Martine, la petite héroïne de millions de  fillettes depuis les années 1950, est en deuil: son dessinateur, le Belge Marcel Marlier, est mort en début de semaine à l'âge de 80 ans.

M. Marlier, qui résidait près de Tournai, souffrait depuis l'été de problèmes de santé sévères, qui ont provoqué son hospitalisation le 19 novembre, au lendemain de son anniversaire.

Sortie en 1954, la première aventure, Martine à la ferme (sans son chien  Patapouf, un teckel à poils longs qui la rejoindra plus tard) interprétait les joies de la vie rurale pour la génération d'après-guerre.
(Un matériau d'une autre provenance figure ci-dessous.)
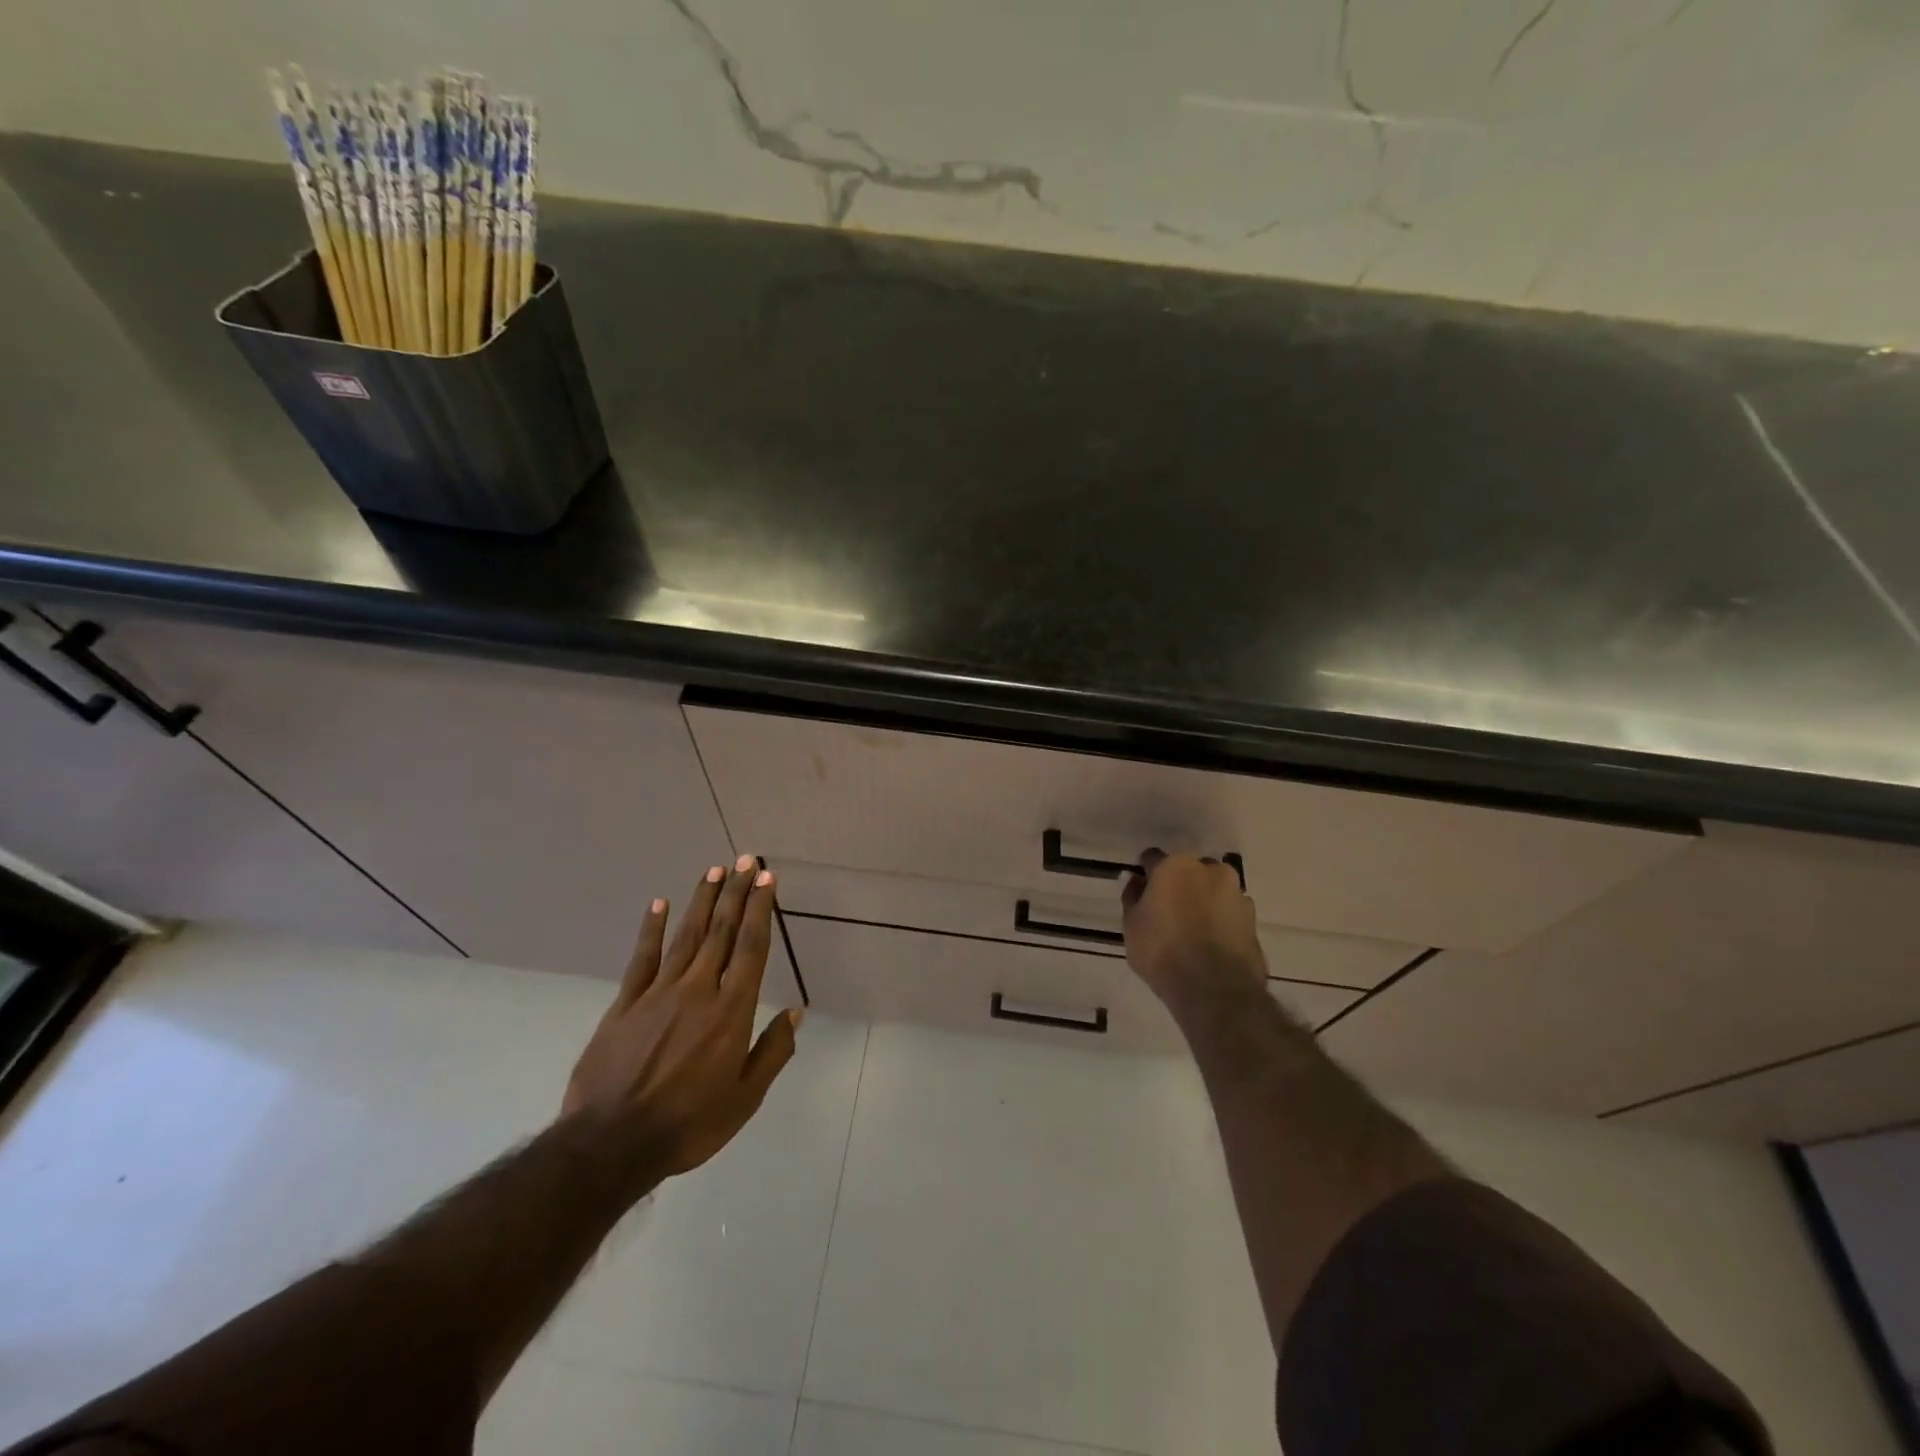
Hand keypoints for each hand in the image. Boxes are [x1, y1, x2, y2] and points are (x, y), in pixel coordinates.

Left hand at [562, 856, 801, 1177]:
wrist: (611, 1144)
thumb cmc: (688, 1124)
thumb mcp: (745, 1098)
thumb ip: (772, 1051)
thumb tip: (796, 1013)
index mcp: (731, 1011)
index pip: (750, 947)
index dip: (760, 910)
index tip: (766, 879)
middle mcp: (698, 990)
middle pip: (720, 931)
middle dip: (735, 893)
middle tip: (743, 860)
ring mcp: (658, 993)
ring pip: (686, 936)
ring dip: (701, 901)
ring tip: (713, 871)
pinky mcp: (625, 1004)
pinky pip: (643, 958)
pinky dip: (652, 928)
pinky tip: (659, 904)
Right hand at [1121, 850, 1266, 1007]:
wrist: (1215, 989)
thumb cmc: (1162, 950)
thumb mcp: (1131, 925)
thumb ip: (1133, 897)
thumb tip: (1138, 882)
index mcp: (1176, 865)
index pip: (1153, 859)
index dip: (1146, 875)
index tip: (1141, 893)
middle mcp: (1210, 870)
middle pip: (1190, 871)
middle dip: (1180, 885)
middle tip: (1169, 912)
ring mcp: (1237, 895)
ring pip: (1214, 891)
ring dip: (1204, 902)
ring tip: (1194, 932)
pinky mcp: (1254, 921)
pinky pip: (1230, 914)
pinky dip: (1222, 922)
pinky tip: (1211, 945)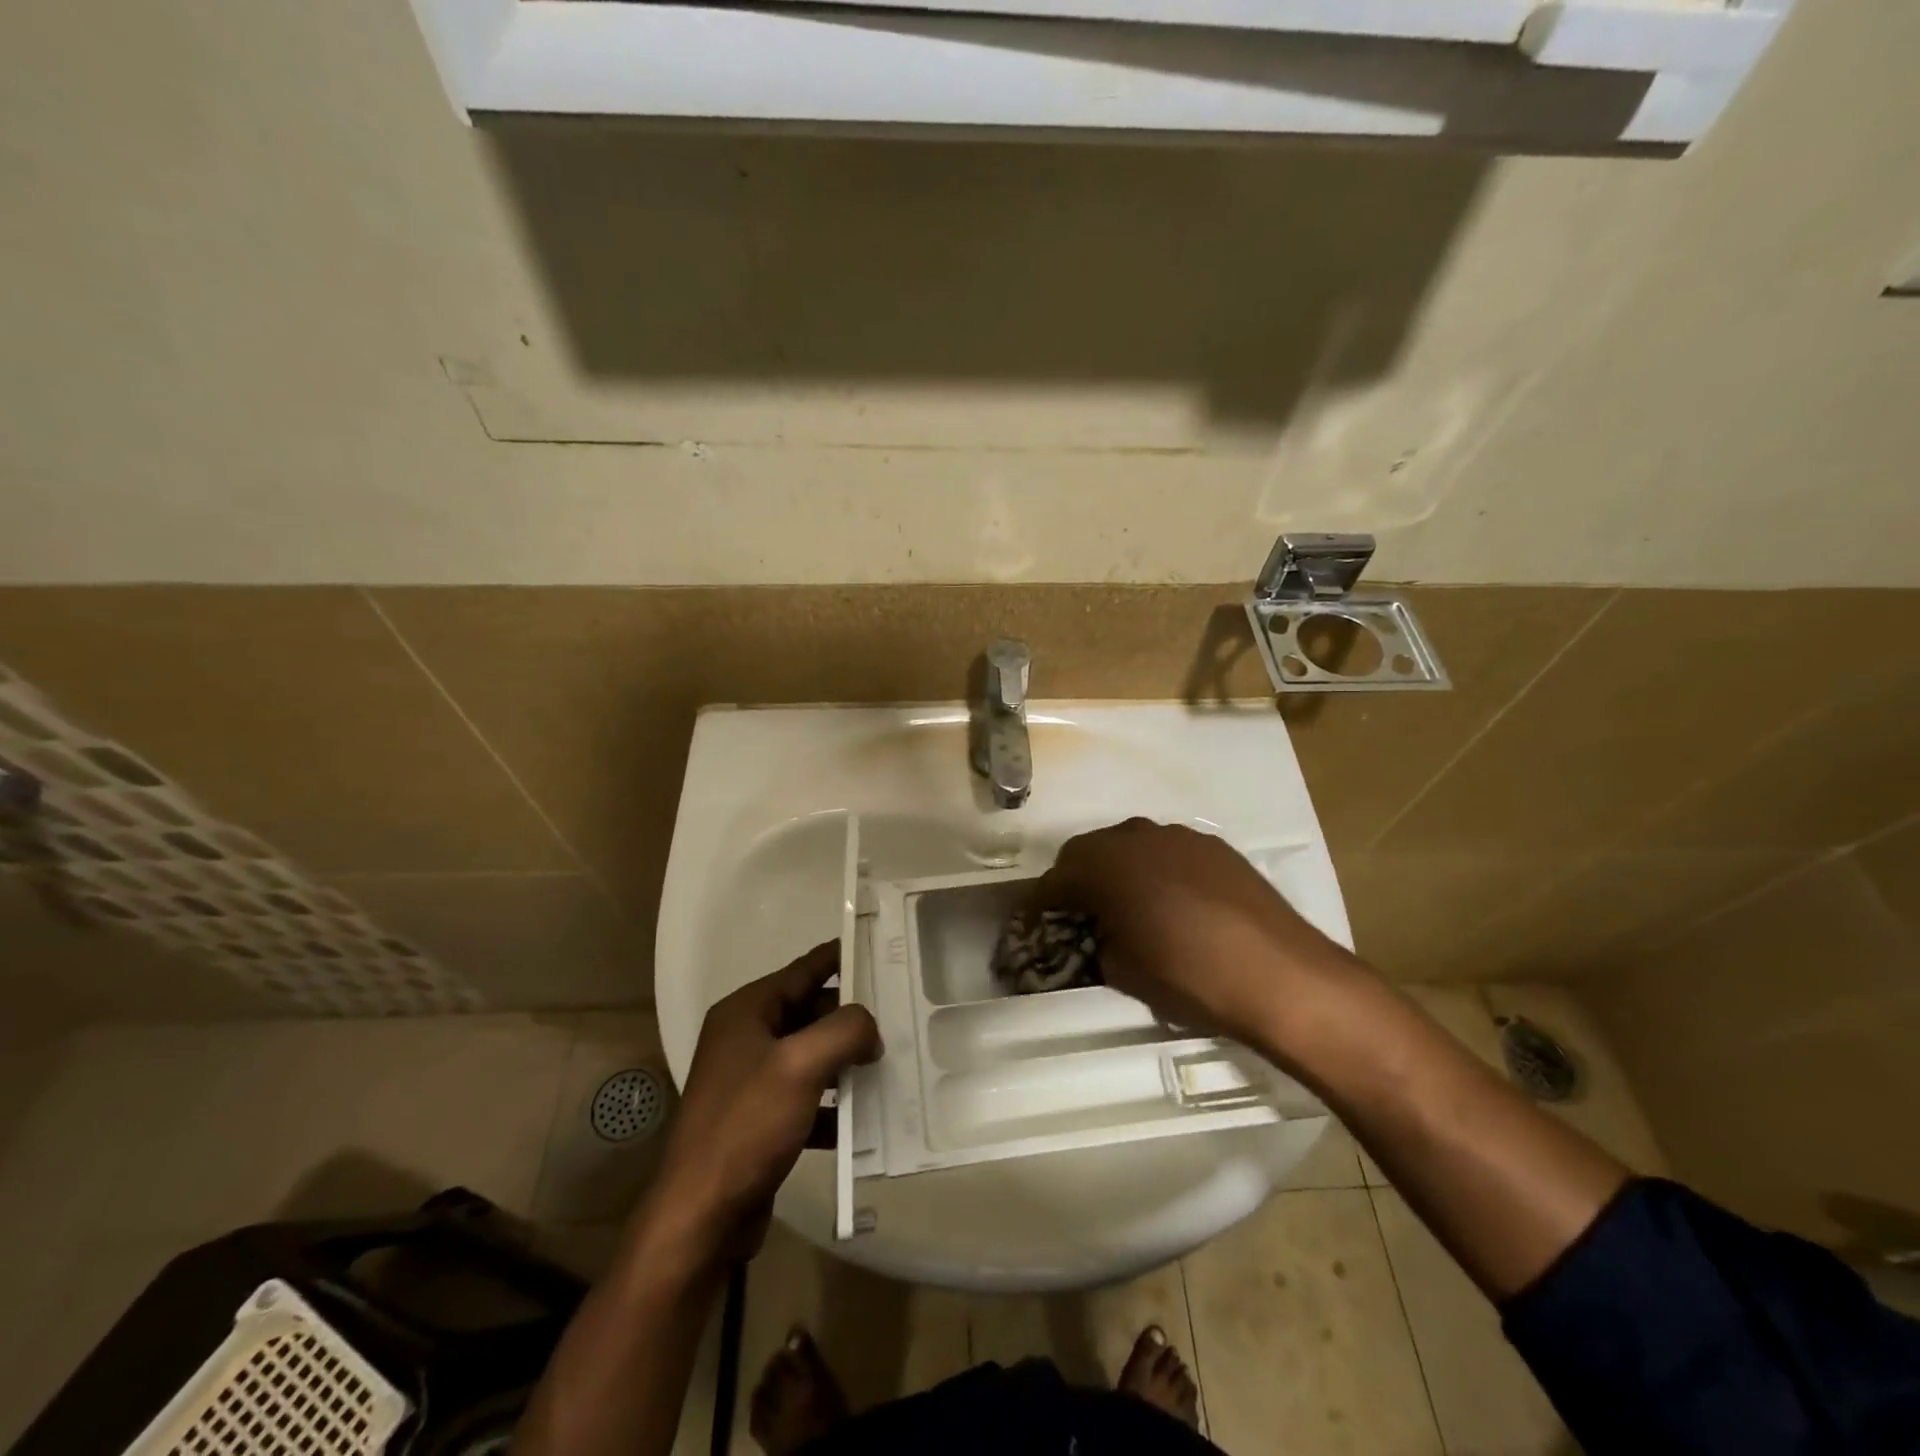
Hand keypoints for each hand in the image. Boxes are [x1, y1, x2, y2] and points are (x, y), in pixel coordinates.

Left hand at [650, 943, 880, 1258]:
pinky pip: (808, 1097)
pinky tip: (866, 1119)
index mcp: (746, 1012)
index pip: (804, 970)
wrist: (701, 1218)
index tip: (882, 951)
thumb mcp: (801, 1065)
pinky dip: (834, 1105)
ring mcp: (752, 1081)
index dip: (842, 959)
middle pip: (810, 1012)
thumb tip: (870, 1028)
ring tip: (891, 1065)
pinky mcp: (760, 1120)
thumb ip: (844, 1030)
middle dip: (851, 1018)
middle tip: (899, 1017)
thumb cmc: (747, 1126)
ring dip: (847, 1062)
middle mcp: (746, 1038)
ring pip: (812, 1056)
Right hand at [1032, 819, 1355, 1047]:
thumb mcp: (1124, 972)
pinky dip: (1157, 870)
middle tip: (1077, 912)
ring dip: (1119, 870)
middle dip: (1077, 879)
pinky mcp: (1216, 846)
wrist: (1281, 975)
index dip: (1039, 901)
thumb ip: (1101, 943)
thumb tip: (1103, 935)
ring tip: (1127, 905)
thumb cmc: (1189, 977)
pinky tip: (1173, 902)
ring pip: (1131, 845)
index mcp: (1106, 865)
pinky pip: (1169, 852)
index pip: (1056, 878)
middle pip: (1090, 851)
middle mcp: (1137, 837)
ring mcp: (1180, 836)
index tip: (1033, 920)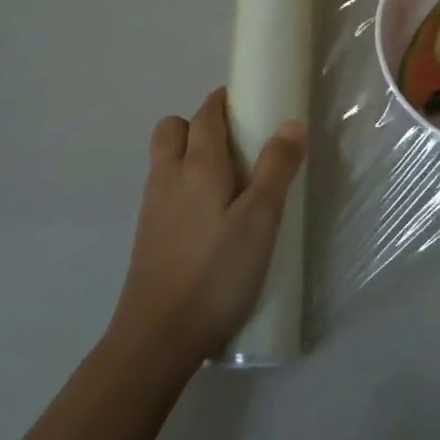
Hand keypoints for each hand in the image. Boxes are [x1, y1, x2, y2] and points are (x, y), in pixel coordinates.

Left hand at [109, 87, 305, 363]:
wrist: (157, 338)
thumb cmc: (216, 272)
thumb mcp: (261, 219)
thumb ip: (276, 168)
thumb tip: (290, 122)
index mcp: (197, 166)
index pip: (205, 115)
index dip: (223, 101)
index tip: (249, 101)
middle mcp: (167, 178)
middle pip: (172, 129)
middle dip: (200, 123)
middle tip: (238, 142)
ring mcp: (153, 208)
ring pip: (165, 159)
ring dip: (191, 152)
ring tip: (230, 178)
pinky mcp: (149, 235)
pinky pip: (165, 189)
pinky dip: (185, 183)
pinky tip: (211, 214)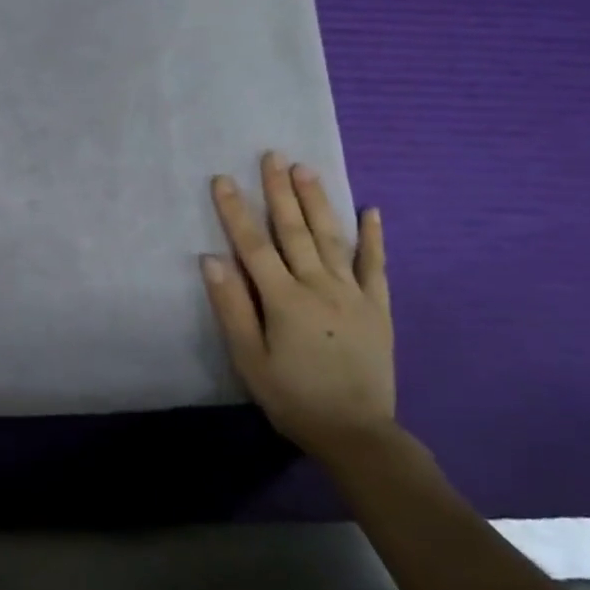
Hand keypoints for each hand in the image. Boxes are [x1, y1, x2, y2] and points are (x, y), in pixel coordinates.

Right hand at [201, 153, 394, 460]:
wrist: (357, 433)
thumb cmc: (293, 397)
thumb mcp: (250, 360)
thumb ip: (232, 308)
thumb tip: (211, 259)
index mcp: (283, 299)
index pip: (253, 245)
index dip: (236, 210)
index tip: (223, 178)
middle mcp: (319, 286)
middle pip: (294, 230)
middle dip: (279, 191)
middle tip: (272, 155)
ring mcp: (353, 293)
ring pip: (332, 237)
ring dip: (317, 201)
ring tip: (306, 168)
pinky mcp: (377, 307)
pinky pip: (375, 265)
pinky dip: (374, 237)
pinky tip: (372, 210)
Sorti en 2010, le 60e et dernier album, Martine et le prince mystérieux, la fait évoluer à Venise dans un univers féerique de carnaval.

Entre temps, malgré la disparition prématurée du scénariste Gilbert Delahaye, en 1997, le succès a été constant.

«Dans les files d'attente pour mes dédicaces, ce sont trois générations de femmes qui se pressent, de la grand-mère à la petite-fille», avait souligné Marlier avec fierté à l'AFP, peu avant d'être hospitalisé.

«Si j'ai la force de faire un 61e album, je voudrais mettre en scène Martine au milieu de la nature et des animaux sauvages», avait-il confié, conscient de son état de santé fragile.

Un goût de l'univers animalier qui avait attiré l'attention de «Bambi», alias Michael Jackson.

Ayant découvert l'oeuvre de Marlier au travers de puzzles Martine, «Michael» l'avait invité avec sa femme à le rencontrer à Paris. Il lui avait proposé d'acheter ses originaux, mais le dessinateur avait décliné l'offre, se contentant de donner à la star américaine son portrait au crayonné.

Martine, un nom courant dans les années 1950 en Europe francophone, change d'identité en fonction des pays. Elle s'est notamment appelée Debbie aux États-Unis, et Martina, en Italie, pays où elle était redevenue populaire ces dernières années après une éclipse.

Au départ, il s'agissait pour l'illustrateur Marlier d'une commande comme une autre, promise à une série très courte.

Dans ce style si reconnaissable, léché et détaillé, il a ainsi dessiné les aventures d'autres personnages, comme «Jean-Lou et Sophie» et «Follet le petit chat», et illustré les livres de la comtesse de Ségur.

Face au triomphe des Martine, à la mer, à la montagne, en train, à cheval, en avion... le scénariste Delahaye et Marlier ont dû collaborer assez étroitement.

Avant de peindre un album en trois à quatre semaines, le dessinateur se livrait à de minutieux préparatifs. Ainsi, «pour Martine et les petits rats de l'Opéra, on est allé deux semaines à l'école de danse de Maurice Béjart à Bruxelles», avait-il raconté.

Des jeux vidéo existent déjà et un dessin animé en 3D était en préparation pour la fin 2011. Un nouveau public pourra ainsi découvrir Martine, que Marlier décrivait comme une gamine «qui n'est pas sage, mais essaie de bien faire».

Une consécration pour ce fils de menuisier et ancien élève de l'école des beaux-arts de Saint-Luc à Tournai, qui, dès ses 10 ans, avait montré un don exceptionnel pour le dessin.

Pour Casterman, c'est la fin d'une époque. Selon Marlier, citant un responsable de l'éditeur, «si Tintin était la tartine, Martine était le beurre qui allait dessus».

Aujourd'hui encore, les aventures de l'irrésistible fillette paraissent dans une quinzaine de langues. Un premier tirage de Martine en français, c'est 80 000 exemplaires.

Cependant, en accord avec son fils Jean-Louis, qui assurait depuis des années la rédaction des récits, Marlier, - comme Hergé pour Tintin -, avait tranché: après sa mort, Martine n'aurait pas de suite.